Training Fully Connected Neural Networks is ∃R-Complete

9 mai 22

9th May 2022, at 11:00 (morning)

Room: A711

(Hybrid) Cliquez ici pour participer à la réunion

Speaker: Tillman Miltzow, Utrecht University (https://sites.google.com/view/miltzow/home)

Title: Training Fully Connected Neural Networks is ∃R-Complete

Abstract:

We consider the algorithmic problem of finding the optimal weights and biases for a two layer fully connected neural network to fit a given set of data points. This problem is known as "empirical risk minimization" in the machine learning community.

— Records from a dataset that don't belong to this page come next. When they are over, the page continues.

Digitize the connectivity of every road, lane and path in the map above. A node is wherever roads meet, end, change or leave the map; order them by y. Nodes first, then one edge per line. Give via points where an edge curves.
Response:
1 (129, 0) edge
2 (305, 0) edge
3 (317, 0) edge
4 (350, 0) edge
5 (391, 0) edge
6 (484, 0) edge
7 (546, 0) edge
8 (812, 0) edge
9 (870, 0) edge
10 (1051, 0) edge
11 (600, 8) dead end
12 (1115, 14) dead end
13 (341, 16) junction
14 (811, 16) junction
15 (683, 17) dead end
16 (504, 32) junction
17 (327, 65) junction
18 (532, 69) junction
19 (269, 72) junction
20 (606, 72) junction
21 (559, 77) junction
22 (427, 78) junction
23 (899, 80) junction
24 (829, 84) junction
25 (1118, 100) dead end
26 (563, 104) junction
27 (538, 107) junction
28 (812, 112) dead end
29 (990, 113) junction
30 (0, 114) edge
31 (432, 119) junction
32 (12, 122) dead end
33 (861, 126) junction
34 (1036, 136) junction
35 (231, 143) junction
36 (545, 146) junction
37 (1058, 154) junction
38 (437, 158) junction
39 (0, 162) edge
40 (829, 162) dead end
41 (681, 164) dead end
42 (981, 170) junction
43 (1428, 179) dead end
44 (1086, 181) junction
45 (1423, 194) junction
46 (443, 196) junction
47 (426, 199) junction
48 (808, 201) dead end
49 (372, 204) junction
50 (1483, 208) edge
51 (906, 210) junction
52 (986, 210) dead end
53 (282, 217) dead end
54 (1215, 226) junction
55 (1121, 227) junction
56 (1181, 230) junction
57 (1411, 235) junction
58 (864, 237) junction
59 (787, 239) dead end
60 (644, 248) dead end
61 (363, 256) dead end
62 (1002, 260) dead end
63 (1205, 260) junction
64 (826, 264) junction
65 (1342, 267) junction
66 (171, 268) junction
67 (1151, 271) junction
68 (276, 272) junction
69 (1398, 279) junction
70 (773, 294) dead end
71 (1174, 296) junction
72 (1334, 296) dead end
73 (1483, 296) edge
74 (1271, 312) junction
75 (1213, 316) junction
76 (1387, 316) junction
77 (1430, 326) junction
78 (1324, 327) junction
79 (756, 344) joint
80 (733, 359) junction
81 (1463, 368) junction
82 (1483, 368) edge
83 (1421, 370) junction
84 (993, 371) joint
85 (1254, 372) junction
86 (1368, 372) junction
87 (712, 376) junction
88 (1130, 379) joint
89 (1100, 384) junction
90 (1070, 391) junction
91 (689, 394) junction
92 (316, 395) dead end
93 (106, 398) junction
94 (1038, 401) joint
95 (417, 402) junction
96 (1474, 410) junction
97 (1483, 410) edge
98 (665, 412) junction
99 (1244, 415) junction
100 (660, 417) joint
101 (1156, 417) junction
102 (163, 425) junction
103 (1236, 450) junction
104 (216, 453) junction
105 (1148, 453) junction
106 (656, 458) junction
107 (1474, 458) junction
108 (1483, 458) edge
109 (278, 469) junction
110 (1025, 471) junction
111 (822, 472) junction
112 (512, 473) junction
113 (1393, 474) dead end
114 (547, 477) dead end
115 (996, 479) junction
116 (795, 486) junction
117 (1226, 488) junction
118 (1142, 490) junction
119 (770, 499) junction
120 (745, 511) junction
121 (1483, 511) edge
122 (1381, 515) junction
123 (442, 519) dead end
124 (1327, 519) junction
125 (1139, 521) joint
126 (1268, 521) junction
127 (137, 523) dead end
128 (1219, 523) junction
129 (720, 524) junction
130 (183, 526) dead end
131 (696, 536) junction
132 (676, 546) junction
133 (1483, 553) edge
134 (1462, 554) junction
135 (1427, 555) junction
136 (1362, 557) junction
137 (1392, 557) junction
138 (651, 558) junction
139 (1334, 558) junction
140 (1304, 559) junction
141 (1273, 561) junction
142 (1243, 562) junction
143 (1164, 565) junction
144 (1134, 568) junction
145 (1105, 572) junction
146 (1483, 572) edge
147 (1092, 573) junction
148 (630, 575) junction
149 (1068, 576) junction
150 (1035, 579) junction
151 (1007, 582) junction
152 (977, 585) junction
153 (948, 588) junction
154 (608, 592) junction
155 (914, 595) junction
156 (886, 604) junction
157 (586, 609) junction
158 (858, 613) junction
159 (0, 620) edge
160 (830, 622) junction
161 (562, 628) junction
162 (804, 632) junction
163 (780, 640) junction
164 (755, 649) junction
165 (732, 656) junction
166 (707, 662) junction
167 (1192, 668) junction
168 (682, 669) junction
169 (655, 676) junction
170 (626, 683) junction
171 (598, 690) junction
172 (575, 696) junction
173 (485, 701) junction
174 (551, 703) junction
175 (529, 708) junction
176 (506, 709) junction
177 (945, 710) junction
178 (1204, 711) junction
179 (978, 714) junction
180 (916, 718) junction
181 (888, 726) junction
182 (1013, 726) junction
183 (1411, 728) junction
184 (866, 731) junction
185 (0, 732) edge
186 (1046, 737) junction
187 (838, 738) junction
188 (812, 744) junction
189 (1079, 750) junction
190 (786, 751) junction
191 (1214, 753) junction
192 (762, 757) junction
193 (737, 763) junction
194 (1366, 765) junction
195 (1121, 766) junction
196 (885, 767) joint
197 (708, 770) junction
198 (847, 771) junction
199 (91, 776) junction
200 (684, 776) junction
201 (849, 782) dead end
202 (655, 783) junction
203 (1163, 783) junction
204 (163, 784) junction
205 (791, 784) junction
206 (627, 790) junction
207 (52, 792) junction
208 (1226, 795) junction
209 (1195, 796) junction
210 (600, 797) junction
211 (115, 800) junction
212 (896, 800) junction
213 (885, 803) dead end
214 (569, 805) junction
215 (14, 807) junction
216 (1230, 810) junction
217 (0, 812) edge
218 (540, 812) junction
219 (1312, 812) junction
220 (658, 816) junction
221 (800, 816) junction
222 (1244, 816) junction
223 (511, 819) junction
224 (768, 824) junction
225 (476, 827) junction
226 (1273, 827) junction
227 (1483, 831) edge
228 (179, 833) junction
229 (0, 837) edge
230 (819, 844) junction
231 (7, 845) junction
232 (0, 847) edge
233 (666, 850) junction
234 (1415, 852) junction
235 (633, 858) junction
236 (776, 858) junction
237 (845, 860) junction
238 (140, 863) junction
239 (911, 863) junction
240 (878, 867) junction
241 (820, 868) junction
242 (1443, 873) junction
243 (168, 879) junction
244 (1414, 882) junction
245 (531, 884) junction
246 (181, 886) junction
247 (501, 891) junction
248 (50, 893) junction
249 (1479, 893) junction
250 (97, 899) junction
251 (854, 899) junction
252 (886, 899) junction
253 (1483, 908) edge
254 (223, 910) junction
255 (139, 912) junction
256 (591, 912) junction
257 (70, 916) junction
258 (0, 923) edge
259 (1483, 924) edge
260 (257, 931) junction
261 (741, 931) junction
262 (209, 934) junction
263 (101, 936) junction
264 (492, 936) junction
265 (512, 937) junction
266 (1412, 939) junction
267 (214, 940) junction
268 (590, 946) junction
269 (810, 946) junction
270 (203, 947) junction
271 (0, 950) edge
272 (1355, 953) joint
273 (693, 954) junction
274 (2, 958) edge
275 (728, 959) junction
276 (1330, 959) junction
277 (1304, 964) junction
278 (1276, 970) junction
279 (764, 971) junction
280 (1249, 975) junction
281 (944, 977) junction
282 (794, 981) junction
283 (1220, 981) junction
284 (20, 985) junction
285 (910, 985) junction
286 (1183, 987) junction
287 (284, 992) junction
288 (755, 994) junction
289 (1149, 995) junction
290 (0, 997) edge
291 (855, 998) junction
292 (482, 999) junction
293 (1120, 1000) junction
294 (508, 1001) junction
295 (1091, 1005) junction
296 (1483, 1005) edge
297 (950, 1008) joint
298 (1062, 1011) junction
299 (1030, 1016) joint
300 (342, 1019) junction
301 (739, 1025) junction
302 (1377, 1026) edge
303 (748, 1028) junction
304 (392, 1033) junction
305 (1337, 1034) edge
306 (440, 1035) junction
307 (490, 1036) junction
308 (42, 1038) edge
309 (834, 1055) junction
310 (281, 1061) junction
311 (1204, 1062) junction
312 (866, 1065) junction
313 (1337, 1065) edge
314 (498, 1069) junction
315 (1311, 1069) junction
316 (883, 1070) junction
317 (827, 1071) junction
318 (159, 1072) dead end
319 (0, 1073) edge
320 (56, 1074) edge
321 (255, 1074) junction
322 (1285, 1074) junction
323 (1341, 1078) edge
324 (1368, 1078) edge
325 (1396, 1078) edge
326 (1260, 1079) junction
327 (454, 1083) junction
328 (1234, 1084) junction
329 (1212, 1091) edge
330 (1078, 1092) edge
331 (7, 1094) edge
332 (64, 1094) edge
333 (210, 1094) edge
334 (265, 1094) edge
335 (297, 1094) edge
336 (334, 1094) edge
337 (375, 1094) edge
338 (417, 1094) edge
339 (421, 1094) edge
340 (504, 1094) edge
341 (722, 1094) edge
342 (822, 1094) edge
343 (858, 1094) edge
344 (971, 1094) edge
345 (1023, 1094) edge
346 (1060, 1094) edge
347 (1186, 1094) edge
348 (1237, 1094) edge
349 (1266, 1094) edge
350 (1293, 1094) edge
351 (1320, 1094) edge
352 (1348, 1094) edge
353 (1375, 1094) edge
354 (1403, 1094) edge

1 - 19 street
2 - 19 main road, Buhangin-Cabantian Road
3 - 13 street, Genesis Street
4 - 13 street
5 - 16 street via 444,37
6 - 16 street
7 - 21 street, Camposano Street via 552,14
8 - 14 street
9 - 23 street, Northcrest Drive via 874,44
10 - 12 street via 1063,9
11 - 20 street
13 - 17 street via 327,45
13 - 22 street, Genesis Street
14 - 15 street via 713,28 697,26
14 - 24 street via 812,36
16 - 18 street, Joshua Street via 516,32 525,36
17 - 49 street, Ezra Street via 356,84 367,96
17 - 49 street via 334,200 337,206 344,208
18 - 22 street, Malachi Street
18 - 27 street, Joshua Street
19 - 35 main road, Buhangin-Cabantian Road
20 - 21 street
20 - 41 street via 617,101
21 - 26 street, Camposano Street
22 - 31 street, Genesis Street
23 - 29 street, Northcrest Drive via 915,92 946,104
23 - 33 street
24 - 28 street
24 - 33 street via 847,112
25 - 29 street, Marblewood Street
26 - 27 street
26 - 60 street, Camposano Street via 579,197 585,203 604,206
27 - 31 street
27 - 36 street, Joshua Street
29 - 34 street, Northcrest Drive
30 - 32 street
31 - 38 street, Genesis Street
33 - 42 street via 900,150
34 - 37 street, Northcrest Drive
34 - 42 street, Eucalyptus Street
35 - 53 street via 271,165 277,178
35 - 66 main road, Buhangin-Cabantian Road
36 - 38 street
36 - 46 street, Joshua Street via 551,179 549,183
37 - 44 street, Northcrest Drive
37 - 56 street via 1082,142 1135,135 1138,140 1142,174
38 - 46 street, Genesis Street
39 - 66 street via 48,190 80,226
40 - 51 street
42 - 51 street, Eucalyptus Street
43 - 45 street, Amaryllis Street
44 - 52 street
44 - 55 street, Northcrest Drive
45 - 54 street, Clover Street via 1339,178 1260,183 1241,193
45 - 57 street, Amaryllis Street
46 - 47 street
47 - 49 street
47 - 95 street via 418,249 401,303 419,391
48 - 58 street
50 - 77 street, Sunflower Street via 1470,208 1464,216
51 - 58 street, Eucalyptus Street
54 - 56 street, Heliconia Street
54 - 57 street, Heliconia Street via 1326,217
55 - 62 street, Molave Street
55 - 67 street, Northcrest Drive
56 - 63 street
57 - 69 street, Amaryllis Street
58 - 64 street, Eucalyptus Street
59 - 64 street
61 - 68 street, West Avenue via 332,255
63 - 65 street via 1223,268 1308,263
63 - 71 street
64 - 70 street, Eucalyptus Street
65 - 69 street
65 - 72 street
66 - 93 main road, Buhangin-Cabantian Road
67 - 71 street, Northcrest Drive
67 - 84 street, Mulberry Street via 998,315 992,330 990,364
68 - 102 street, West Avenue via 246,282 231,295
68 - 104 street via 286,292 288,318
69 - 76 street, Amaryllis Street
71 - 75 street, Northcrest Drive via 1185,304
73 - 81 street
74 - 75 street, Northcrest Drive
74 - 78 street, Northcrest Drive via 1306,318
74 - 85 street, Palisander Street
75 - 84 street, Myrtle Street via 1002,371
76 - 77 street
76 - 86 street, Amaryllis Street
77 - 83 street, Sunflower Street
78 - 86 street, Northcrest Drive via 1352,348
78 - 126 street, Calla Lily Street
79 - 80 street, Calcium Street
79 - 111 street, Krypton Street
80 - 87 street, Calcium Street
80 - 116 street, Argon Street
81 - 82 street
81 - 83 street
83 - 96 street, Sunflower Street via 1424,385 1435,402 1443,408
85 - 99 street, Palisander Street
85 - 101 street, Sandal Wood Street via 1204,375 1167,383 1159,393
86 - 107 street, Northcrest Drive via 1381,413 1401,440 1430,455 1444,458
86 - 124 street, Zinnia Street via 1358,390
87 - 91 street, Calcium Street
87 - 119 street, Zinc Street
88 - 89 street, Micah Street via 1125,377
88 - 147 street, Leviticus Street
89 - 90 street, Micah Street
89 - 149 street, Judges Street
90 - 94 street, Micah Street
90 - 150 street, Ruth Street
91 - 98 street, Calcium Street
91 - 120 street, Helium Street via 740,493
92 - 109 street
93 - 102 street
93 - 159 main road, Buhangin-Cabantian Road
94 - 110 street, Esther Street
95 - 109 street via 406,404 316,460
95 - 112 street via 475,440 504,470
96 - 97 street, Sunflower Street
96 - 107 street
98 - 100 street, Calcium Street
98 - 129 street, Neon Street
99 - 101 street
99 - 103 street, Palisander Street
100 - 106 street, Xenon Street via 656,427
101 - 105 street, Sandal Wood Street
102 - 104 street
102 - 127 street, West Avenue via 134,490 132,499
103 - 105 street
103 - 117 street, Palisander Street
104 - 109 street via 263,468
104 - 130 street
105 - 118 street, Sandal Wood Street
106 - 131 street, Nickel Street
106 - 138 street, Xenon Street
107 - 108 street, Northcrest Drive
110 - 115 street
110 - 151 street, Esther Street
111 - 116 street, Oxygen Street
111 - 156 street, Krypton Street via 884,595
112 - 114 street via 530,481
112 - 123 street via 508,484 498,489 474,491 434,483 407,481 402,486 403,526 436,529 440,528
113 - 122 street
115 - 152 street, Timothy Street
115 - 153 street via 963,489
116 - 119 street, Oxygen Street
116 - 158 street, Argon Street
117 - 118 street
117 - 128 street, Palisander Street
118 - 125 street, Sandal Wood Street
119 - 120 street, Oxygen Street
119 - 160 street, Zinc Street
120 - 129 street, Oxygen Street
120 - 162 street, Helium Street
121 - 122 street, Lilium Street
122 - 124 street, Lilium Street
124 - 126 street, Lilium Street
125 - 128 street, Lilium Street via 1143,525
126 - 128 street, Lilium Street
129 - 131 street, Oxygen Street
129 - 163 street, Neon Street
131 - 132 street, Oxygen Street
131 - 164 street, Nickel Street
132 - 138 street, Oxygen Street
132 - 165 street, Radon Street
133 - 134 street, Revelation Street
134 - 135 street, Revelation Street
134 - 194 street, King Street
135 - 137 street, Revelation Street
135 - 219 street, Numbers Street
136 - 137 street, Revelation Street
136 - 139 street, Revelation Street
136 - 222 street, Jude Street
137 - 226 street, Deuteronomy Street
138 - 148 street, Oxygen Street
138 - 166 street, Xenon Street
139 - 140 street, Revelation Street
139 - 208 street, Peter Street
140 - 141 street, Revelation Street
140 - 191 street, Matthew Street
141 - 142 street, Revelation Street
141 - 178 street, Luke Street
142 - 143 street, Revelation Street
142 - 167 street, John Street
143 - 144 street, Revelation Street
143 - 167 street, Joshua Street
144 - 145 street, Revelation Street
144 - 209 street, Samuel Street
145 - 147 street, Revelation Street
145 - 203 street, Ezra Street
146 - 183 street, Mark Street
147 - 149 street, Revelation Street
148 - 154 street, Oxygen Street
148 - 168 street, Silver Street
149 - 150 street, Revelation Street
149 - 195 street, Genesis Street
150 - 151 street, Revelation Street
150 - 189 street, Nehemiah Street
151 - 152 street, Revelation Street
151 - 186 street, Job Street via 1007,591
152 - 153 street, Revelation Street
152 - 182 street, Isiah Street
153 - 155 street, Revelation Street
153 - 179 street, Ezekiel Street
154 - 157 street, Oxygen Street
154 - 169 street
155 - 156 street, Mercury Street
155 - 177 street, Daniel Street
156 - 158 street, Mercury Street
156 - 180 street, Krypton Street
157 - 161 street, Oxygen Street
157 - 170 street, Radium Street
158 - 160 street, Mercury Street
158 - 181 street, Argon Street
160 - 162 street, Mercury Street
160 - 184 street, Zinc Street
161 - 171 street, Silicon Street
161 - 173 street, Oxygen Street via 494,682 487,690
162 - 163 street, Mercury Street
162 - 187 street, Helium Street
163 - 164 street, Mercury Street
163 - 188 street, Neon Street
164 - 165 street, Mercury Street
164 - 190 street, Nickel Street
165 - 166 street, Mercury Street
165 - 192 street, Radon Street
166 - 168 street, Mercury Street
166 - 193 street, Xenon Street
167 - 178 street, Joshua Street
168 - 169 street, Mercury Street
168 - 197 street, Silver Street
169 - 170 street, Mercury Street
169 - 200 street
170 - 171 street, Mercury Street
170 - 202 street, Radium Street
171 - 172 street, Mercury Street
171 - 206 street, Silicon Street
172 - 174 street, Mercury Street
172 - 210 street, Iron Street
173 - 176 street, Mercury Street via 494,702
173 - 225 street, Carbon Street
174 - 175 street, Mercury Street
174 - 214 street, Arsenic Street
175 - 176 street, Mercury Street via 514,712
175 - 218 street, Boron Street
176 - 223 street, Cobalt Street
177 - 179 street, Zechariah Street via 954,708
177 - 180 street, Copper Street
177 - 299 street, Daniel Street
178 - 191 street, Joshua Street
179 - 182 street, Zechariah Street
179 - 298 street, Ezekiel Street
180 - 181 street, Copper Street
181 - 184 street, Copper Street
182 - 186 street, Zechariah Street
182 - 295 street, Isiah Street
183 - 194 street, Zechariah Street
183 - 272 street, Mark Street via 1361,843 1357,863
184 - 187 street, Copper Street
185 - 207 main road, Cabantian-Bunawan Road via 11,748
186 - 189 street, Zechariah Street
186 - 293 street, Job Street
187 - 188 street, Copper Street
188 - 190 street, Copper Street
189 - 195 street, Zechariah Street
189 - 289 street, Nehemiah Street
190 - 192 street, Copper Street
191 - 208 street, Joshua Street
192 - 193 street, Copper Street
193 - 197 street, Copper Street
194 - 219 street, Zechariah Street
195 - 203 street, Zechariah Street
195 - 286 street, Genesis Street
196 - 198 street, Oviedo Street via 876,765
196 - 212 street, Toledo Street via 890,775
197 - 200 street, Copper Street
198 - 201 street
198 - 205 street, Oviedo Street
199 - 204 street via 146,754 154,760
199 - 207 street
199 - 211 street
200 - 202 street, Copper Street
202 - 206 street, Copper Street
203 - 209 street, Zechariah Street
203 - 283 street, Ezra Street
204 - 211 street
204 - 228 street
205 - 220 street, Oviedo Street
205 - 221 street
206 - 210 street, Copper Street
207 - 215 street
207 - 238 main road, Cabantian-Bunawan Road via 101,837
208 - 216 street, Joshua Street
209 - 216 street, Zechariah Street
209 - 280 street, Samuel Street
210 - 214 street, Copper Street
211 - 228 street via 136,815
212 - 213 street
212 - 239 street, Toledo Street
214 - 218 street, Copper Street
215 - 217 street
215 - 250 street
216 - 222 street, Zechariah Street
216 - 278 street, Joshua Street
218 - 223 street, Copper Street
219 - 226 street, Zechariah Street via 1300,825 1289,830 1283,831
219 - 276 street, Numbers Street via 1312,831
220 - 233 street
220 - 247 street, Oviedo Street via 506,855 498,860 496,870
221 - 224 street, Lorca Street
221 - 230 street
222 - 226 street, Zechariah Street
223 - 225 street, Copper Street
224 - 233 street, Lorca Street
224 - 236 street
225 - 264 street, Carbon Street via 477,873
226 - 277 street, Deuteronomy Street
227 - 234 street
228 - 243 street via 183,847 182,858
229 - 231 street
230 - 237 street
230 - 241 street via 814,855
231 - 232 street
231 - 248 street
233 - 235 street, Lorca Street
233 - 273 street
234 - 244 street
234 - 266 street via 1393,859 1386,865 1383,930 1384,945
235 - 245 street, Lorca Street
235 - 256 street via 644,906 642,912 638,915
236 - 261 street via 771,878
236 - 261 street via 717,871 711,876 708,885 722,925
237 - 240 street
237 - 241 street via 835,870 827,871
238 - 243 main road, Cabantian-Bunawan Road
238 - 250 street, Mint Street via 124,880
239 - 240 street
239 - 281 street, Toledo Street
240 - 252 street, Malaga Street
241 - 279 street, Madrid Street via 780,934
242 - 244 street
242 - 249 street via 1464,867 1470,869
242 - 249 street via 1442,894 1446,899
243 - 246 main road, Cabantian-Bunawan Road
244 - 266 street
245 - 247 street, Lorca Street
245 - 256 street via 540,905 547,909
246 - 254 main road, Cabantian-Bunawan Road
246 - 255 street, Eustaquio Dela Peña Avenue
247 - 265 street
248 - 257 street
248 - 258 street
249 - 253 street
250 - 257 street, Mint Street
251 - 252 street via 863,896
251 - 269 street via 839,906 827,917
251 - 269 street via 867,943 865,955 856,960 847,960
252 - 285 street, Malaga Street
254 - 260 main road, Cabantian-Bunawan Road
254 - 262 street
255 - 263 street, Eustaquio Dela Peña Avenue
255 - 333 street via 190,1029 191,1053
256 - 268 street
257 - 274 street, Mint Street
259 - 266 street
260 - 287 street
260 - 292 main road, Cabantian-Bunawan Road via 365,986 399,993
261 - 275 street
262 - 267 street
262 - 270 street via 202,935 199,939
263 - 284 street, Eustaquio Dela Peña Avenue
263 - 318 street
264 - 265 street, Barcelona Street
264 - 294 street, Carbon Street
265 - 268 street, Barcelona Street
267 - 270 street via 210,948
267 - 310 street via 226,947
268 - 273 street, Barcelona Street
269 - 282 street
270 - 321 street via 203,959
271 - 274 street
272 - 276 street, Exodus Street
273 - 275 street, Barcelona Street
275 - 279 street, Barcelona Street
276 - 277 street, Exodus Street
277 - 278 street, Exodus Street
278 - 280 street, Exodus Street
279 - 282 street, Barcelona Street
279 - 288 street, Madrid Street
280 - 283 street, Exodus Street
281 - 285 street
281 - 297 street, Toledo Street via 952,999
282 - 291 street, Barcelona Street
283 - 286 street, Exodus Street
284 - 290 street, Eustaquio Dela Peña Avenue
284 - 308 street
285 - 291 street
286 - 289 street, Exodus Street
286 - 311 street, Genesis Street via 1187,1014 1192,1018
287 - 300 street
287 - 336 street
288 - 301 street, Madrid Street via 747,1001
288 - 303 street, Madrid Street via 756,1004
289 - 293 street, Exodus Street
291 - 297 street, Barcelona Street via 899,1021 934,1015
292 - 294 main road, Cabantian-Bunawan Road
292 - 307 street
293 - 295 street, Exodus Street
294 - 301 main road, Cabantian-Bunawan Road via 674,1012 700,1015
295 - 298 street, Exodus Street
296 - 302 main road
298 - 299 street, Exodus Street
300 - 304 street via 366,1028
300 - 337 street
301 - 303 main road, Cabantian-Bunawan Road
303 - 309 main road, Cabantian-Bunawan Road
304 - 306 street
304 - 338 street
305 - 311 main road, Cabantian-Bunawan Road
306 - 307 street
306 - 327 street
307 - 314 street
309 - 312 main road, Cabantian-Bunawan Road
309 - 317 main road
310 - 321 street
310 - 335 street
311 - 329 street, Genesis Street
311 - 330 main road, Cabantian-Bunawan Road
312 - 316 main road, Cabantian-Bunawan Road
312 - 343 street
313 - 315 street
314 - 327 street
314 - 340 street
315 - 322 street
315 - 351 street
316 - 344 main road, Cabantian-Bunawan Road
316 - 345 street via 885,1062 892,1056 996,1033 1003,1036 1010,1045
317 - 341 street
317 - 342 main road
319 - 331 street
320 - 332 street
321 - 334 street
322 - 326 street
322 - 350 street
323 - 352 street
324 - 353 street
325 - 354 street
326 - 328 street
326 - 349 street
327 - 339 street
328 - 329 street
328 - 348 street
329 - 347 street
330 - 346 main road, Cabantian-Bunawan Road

We show that the problem is ∃R-complete. This complexity class can be defined as the set of algorithmic problems that are polynomial-time equivalent to finding real roots of a polynomial with integer coefficients. Our results hold even if the following restrictions are all added simultaneously.
- There are exactly two output neurons.
- There are exactly two input neurons.
- The data has only 13 different labels.
-The number of hidden neurons is a constant fraction of the number of data points.
- The target training error is zero.
- The \ReLU activation function is used.

This shows that even very simple networks are difficult to train. The result offers an explanation (though far from a complete understanding) on why only gradient descent is widely successful in training neural networks in practice. We generalize a recent result by Abrahamsen, Kleist and Miltzow [NeurIPS 2021].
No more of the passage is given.